- **Task instructions**:
Reproduce all the entries precisely.

---

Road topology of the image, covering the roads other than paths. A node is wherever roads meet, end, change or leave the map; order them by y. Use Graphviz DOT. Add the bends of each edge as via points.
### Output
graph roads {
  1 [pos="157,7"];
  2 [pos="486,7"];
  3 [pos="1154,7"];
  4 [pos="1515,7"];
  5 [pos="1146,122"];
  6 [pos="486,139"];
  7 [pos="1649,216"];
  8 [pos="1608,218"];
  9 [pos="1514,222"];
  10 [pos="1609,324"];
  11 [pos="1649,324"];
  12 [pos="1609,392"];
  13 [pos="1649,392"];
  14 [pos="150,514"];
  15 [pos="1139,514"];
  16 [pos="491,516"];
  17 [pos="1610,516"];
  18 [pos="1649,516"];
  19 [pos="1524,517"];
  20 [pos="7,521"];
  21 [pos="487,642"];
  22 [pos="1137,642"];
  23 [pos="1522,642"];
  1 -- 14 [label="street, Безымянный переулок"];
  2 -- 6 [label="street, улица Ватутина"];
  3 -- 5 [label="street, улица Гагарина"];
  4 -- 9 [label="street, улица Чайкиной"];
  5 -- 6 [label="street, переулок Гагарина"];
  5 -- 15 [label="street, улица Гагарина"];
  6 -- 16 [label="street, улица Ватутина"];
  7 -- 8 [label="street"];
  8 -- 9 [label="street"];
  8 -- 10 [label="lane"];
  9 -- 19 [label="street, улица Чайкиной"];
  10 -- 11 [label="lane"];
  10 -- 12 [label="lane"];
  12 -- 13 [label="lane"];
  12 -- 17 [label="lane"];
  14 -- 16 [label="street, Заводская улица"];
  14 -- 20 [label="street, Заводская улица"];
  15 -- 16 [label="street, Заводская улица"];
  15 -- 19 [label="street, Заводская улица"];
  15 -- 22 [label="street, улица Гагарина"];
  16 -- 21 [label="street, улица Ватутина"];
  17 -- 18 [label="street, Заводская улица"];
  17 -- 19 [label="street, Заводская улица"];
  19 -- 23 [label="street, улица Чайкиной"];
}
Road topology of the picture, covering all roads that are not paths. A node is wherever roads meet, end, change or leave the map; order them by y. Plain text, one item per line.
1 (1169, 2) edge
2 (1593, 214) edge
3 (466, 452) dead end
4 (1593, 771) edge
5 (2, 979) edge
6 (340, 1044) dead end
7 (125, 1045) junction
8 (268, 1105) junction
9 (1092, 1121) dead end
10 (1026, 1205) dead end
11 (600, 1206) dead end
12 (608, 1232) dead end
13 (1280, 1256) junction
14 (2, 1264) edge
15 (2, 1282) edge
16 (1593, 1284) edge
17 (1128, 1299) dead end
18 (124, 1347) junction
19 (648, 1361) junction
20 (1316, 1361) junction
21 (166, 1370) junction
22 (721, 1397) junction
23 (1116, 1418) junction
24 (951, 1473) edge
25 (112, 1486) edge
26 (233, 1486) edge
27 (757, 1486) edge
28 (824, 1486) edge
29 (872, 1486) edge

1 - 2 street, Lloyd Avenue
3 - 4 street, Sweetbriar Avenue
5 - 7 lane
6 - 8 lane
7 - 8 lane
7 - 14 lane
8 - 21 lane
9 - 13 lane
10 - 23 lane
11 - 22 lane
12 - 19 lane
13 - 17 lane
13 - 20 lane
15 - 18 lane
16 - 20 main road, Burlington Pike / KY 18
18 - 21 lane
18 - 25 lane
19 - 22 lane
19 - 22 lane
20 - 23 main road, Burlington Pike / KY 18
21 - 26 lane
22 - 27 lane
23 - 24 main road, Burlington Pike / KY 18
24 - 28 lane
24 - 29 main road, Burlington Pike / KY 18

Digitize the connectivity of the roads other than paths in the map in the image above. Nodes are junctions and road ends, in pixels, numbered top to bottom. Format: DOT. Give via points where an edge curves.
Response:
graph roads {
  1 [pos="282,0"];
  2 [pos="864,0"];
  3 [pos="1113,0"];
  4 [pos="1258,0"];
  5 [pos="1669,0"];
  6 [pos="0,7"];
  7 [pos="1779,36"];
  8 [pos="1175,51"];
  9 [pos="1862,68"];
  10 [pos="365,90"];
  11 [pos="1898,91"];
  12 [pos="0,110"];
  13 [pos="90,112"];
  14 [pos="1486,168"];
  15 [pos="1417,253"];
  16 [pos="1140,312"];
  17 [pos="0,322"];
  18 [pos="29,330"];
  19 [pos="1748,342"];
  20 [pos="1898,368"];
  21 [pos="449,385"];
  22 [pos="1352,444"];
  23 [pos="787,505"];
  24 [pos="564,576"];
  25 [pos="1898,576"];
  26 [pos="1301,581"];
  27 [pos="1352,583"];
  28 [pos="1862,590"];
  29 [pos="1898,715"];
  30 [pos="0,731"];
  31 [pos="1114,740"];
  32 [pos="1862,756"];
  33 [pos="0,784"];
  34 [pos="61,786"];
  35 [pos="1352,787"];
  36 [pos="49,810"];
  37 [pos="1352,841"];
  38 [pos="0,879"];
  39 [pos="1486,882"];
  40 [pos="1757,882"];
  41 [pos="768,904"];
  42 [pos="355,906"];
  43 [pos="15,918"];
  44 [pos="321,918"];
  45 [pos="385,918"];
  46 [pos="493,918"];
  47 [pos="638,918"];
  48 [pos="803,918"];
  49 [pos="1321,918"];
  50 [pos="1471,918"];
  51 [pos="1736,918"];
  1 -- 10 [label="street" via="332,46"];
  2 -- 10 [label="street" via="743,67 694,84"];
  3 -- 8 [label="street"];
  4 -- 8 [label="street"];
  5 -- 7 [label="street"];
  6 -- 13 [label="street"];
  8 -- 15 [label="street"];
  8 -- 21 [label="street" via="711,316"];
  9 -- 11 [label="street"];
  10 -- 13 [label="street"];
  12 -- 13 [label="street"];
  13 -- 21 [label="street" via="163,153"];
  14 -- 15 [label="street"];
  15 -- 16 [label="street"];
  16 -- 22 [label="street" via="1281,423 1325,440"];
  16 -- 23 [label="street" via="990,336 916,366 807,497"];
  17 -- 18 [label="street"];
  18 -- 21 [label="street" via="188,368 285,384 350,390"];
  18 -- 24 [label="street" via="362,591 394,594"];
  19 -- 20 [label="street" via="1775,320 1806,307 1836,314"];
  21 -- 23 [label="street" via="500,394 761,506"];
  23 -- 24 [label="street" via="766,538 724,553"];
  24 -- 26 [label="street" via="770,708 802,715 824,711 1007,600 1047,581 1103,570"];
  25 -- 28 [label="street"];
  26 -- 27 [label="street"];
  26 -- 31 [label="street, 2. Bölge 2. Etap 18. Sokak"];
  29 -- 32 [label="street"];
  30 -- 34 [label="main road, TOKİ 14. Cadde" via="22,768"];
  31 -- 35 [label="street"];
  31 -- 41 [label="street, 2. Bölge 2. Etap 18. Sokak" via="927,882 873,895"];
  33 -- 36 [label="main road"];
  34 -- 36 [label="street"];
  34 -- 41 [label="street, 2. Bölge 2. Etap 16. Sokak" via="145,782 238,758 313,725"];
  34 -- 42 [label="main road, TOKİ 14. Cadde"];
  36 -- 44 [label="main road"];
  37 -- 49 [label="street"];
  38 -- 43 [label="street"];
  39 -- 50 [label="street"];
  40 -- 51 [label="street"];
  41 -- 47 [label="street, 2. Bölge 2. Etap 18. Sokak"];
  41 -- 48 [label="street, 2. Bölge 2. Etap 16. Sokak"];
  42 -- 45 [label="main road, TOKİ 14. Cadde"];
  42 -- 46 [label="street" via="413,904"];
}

---

- **Written solution**:
Road topology of the image, covering the roads other than paths. A node is wherever roads meet, end, change or leave the map; order them by y. Use Graphviz DOT. Add the bends of each edge as via points.
### Output
graph roads {
  1 [pos="157,7"];
  2 [pos="486,7"];
  3 [pos="1154,7"];
  4 [pos="1515,7"];
  5 [pos="1146,122"];
  6 [pos="486,139"];
  7 [pos="1649,216"];
  8 [pos="1608,218"];
  9 [pos="1514,222"];
  10 [pos="1609,324"];
  11 [pos="1649,324"];
  12 [pos="1609,392"];
  13 [pos="1649,392"];
  14 [pos="150,514"];
  15 [pos="1139,514"];
  16 [pos="491,516"];
  17 [pos="1610,516"];
  18 [pos="1649,516"];
  19 [pos="1524,517"];
  20 [pos="7,521"];
  21 [pos="487,642"];
  22 [pos="1137,642"];
  23 [pos="1522,642"];
  1 -- 14 [label="street, Безымянный переулок"];
  2 -- 6 [label="street, улица Ватутина"];
  3 -- 5 [label="street, улица Гагарина"];
  4 -- 9 [label="street, улица Чайкиной"];
  5 -- 6 [label="street, переулок Гагарина"];
  5 -- 15 [label="street, улица Гагарина"];
  6 -- 16 [label="street, улица Ватутина"];
  7 -- 8 [label="street"];
  8 -- 9 [label="street"];
  8 -- 10 [label="lane"];
  9 -- 19 [label="street, улица Чайкиной"];
  10 -- 11 [label="lane"];
  10 -- 12 [label="lane"];
  12 -- 13 [label="lane"];
  12 -- 17 [label="lane"];
  14 -- 16 [label="street, Заводская улица"];
  14 -- 20 [label="street, Заводская улица"];
  15 -- 16 [label="street, Заводская улица"];
  15 -- 19 [label="street, Заводская улица"];
  15 -- 22 [label="street, улица Гагарина"];
  16 -- 21 [label="street, улица Ватутина"];
  17 -- 18 [label="street, Заводская улица"];
  17 -- 19 [label="street, Заводская улица"];
  19 -- 23 [label="street, улица Чайкиной"];
}
Road topology of the picture, covering all roads that are not paths. A node is wherever roads meet, end, change or leave the map; order them by y. Plain text, one item per line.
1 (1169, 2) edge
2 (1593, 214) edge
3 (466, 452) dead end
4 (1593, 771) edge
5 (2, 979) edge
6 (340, 1044) dead end
7 (125, 1045) junction
8 (268, 1105) junction
9 (1092, 1121) dead end
10 (1026, 1205) dead end
11 (600, 1206) dead end
12 (608, 1232) dead end
13 (1280, 1256) junction
14 (2, 1264) edge
15 (2, 1282) edge
16 (1593, 1284) edge
17 (1128, 1299) dead end
18 (124, 1347) junction
19 (648, 1361) junction
20 (1316, 1361) junction
21 (166, 1370) junction
22 (721, 1397) junction
23 (1116, 1418) junction
24 (951, 1473) edge
25 (112, 1486) edge
26 (233, 1486) edge
27 (757, 1486) edge
28 (824, 1486) edge
29 (872, 1486) edge

1 - 2 street, Lloyd Avenue
3 - 4 street, Sweetbriar Avenue
5 - 7 lane
6 - 8 lane
7 - 8 lane
7 - 14 lane
8 - 21 lane
9 - 13 lane
10 - 23 lane
11 - 22 lane
12 - 19 lane
13 - 17 lane
13 - 20 lane
15 - 18 lane
16 - 20 main road, Burlington Pike / KY 18
18 - 21 lane
18 - 25 lane
19 - 22 lane
19 - 22 lane
20 - 23 main road, Burlington Pike / KY 18
21 - 26 lane
22 - 27 lane
23 - 24 main road, Burlington Pike / KY 18
24 - 28 lane
24 - 29 main road, Burlington Pike / KY 18

Digitize the connectivity of the roads other than paths in the map in the image above. Nodes are junctions and road ends, in pixels, numbered top to bottom. Format: DOT. Give via points where an edge curves.
Response:
graph roads {
  1 [pos="282,0"];
  2 [pos="864,0"];
  3 [pos="1113,0"];
  4 [pos="1258,0"];
  5 [pos="1669,0"];
  6 [pos="0,7"];
  7 [pos="1779,36"];
  8 [pos="1175,51"];
  9 [pos="1862,68"];
  10 [pos="365,90"];
  11 [pos="1898,91"];
  12 [pos="0,110"];
  13 [pos="90,112"];
  14 [pos="1486,168"];
  15 [pos="1417,253"];
  16 [pos="1140,312"];
  17 [pos="0,322"];
  18 [pos="29,330"];
  19 [pos="1748,342"];
  20 [pos="1898,368"];
  21 [pos="449,385"];
  22 [pos="1352,444"];
  23 [pos="787,505"];
  24 [pos="564,576"];
  25 [pos="1898,576"];
  26 [pos="1301,581"];
  27 [pos="1352,583"];
  28 [pos="1862,590"];
  29 [pos="1898,715"];
  30 [pos="0,731"];
  31 [pos="1114,740"];
  32 [pos="1862,756"];
  33 [pos="0,784"];
  34 [pos="61,786"];
  35 [pos="1352,787"];
  36 [pos="49,810"];
  37 [pos="1352,841"];
  38 [pos="0,879"];
  39 [pos="1486,882"];
  40 [pos="1757,882"];
  41 [pos="768,904"];
  42 [pos="355,906"];
  43 [pos="15,918"];
  44 [pos="321,918"];
  45 [pos="385,918"];
  46 [pos="493,918"];
  47 [pos="638,918"];
  48 [pos="803,918"];
  49 [pos="1321,918"];
  50 [pos="1471,918"];
  51 [pos="1736,918"];
  1 -- 10 [label="street" via="332,46"];
  2 -- 10 [label="street" via="743,67 694,84"];
  3 -- 8 [label="street"];
  4 -- 8 [label="street"];
  5 -- 7 [label="street"];
  6 -- 13 [label="street"];
  8 -- 15 [label="street"];
  8 -- 21 [label="street" via="711,316"];
  9 -- 11 [label="street"];
  10 -- 13 [label="street"];
  12 -- 13 [label="street"];
  13 -- 21 [label="street" via="163,153"];
  14 -- 15 [label="street"];
  15 -- 16 [label="street"];
  16 -- 22 [label="street" via="1281,423 1325,440"];
  16 -- 23 [label="street" via="990,336 916,366 807,497"];
  17 -- 18 [label="street"];
  18 -- 21 [label="street" via="188,368 285,384 350,390"];
  18 -- 24 [label="street" via="362,591 394,594"];
  19 -- 20 [label="street" via="1775,320 1806,307 1836,314"];
  21 -- 23 [label="street" via="500,394 761,506"];
  23 -- 24 [label="street" via="766,538 724,553"];
  24 -- 26 [label="street" via="770,708 802,715 824,711 1007,600 1047,581 1103,570"];
  25 -- 28 [label="street"];
  26 -- 27 [label="street"];
  26 -- 31 [label="street, 2. Bölge 2. Etap 18. Sokak"];
  29 -- 32 [label="street"];
  30 -- 34 [label="main road, TOKİ 14. Cadde" via="22,768"];
  31 -- 35 [label="street"];
  31 -- 41 [label="street, 2. Bölge 2. Etap 18. Sokak" via="927,882 873,895"];
  33 -- 36 [label="main road"];
  34 -- 36 [label="street"];
  34 -- 41 [label="street, 2. Bölge 2. Etap 16. Sokak" via="145,782 238,758 313,725"];
  34 -- 42 [label="main road, TOKİ 14. Cadde"];
  36 -- 44 [label="main road"];
  37 -- 49 [label="street"];
  38 -- 43 [label="street"];
  39 -- 50 [label="street"];
  40 -- 51 [label="street"];
  41 -- 47 [label="street, 2. Bölge 2. Etap 18. Sokak"];
  41 -- 48 [label="street, 2. Bölge 2. Etap 16. Sokak"];
  42 -- 45 [label="main road, TOKİ 14. Cadde"];
  42 -- 46 [label="street" via="413,904"];
}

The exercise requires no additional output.